Les Sulewski - Analyst
Okay. So then so looking at the reported product backlog, $113 million, that will be recognized as revenue over 2015. And then $31 million coming in next quarter, will that -- will you see that recognized as revenue for the full year, or how do you look at that?
Mike Bishop - SVP, CFO, Treasurer, Corporate Secretary
This is Mike. Yes. The majority of that will be recognized in 2015 as we execute on that project for United Illuminating.
Les Sulewski - Analyst
Okay. That's helpful. And then looking at the Advanced Technologies backlog, what was the driver there? It's a pretty significant increase sequentially, doubling.
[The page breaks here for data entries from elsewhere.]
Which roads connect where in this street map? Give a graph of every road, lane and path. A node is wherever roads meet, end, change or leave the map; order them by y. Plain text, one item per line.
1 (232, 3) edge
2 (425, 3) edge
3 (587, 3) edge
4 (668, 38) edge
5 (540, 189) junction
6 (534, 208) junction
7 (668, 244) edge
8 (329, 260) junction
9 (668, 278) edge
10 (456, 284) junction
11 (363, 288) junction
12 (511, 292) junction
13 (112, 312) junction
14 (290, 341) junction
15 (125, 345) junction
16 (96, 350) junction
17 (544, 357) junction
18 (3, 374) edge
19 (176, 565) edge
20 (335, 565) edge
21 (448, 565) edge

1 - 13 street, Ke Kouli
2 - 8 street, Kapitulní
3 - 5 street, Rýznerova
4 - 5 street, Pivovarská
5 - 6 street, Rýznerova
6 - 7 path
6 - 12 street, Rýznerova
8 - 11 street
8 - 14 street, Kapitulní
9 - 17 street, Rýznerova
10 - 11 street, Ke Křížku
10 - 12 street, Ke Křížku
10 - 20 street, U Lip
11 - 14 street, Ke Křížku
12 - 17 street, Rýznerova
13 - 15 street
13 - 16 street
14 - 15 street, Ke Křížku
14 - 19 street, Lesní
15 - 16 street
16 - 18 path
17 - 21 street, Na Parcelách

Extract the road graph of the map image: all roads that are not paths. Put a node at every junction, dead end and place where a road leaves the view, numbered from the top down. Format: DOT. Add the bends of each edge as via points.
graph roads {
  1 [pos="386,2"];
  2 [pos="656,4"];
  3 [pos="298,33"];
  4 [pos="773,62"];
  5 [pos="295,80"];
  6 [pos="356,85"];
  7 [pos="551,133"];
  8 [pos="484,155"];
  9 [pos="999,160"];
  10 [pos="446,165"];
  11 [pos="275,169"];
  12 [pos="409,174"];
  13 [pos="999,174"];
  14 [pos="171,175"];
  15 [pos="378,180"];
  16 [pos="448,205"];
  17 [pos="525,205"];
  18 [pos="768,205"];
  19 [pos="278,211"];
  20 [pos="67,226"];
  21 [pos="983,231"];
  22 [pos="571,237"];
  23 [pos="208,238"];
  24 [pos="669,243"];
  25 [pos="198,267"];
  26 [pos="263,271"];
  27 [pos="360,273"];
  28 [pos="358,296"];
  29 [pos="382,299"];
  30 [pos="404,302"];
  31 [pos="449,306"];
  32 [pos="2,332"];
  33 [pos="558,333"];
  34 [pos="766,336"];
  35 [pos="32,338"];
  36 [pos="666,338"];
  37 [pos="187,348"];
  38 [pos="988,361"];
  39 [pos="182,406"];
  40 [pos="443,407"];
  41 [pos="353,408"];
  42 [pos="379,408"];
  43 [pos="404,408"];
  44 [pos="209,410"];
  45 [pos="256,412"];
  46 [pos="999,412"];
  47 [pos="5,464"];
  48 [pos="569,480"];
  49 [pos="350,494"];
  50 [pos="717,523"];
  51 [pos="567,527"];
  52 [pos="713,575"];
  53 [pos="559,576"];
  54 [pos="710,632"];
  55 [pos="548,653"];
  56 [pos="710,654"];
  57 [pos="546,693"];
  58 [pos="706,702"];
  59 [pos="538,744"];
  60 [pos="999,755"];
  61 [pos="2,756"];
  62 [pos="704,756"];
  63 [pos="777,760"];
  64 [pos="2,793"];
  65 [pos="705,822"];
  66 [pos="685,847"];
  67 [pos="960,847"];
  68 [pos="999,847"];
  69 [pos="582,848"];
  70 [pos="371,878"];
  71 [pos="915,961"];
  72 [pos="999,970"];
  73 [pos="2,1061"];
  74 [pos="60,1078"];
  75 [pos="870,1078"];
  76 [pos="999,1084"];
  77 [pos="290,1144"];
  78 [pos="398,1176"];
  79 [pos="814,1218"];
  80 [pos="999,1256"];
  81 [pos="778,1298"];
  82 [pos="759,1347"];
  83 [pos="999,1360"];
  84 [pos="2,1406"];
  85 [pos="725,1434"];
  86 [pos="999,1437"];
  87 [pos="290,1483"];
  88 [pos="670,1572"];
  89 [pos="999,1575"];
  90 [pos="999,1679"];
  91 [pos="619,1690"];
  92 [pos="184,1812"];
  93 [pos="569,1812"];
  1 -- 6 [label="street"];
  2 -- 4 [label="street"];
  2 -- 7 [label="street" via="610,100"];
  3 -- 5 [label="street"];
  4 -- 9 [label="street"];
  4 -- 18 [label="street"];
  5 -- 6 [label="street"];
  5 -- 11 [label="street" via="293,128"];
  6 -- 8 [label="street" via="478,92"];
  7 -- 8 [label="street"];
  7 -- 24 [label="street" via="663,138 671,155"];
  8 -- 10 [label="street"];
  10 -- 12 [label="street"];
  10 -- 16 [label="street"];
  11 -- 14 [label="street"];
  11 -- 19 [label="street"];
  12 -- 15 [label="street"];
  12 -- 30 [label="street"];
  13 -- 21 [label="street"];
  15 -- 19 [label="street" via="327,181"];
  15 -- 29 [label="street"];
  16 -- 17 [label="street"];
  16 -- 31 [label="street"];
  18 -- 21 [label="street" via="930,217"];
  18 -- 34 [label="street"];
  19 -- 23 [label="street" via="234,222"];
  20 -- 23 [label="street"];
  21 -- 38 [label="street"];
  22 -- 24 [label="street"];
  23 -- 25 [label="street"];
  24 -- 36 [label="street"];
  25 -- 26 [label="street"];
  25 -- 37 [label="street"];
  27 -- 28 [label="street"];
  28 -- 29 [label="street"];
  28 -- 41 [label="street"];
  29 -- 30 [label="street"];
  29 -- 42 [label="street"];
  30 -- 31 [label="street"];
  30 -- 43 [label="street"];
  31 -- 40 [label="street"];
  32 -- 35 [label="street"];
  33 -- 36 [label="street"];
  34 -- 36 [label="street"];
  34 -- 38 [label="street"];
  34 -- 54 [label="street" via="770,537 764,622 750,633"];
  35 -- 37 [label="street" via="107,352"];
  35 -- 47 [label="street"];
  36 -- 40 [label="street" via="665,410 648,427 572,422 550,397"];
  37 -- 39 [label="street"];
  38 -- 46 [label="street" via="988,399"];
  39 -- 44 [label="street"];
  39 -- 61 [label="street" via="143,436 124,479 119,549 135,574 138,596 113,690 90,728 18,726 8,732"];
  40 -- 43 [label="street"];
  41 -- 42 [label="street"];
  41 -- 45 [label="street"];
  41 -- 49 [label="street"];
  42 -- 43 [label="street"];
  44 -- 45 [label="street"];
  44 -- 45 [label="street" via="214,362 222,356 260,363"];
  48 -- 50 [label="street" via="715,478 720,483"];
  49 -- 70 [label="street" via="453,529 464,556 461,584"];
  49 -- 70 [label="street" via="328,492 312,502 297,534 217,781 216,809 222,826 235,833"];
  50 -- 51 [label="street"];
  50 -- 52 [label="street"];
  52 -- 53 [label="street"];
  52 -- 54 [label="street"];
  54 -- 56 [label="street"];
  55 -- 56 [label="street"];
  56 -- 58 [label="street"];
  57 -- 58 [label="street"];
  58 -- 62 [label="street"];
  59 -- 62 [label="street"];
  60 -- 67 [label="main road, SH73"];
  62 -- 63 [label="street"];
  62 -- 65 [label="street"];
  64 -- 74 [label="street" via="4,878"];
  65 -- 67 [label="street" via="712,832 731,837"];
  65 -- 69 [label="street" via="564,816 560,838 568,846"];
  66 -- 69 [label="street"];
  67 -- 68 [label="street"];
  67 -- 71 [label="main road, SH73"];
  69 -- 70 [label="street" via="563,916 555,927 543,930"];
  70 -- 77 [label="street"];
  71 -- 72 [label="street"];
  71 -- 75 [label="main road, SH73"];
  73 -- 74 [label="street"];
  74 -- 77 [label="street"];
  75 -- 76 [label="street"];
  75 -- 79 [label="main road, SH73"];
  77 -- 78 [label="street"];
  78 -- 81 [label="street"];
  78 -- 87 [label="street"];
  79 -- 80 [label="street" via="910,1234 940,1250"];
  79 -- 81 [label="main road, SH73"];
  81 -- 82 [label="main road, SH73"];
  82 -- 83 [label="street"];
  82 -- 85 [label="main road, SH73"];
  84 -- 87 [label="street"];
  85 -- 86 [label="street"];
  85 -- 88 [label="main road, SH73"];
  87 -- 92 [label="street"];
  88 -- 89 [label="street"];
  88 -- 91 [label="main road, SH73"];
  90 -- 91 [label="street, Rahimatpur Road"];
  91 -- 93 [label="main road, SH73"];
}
Chip Bottone - President, CEO
This is Chip. You know, we have been working on some pretty big ideas for quite some time, and they were generally kind of smaller in nature. But as I mentioned in here, we've gotten larger contracts throughout this year which drove up the backlog. And it wasn't just larger. Actually, it was some different ones. We got more projects on carbon capture. We did some other things with salt oxide development, and some variety of other things that we proposed before but just got the awards. The activity level of that group is very, very high, and I highlighted two specific things which was really the carbon capture and hydrogen. So we would expect more project and investments from those going forward as well. I don't think it was just one year that we look at. We look at this as a very positive trend and want to continue this.
Les Sulewski - Analyst
That's helpful. So can that potentially lead into full-scale projects?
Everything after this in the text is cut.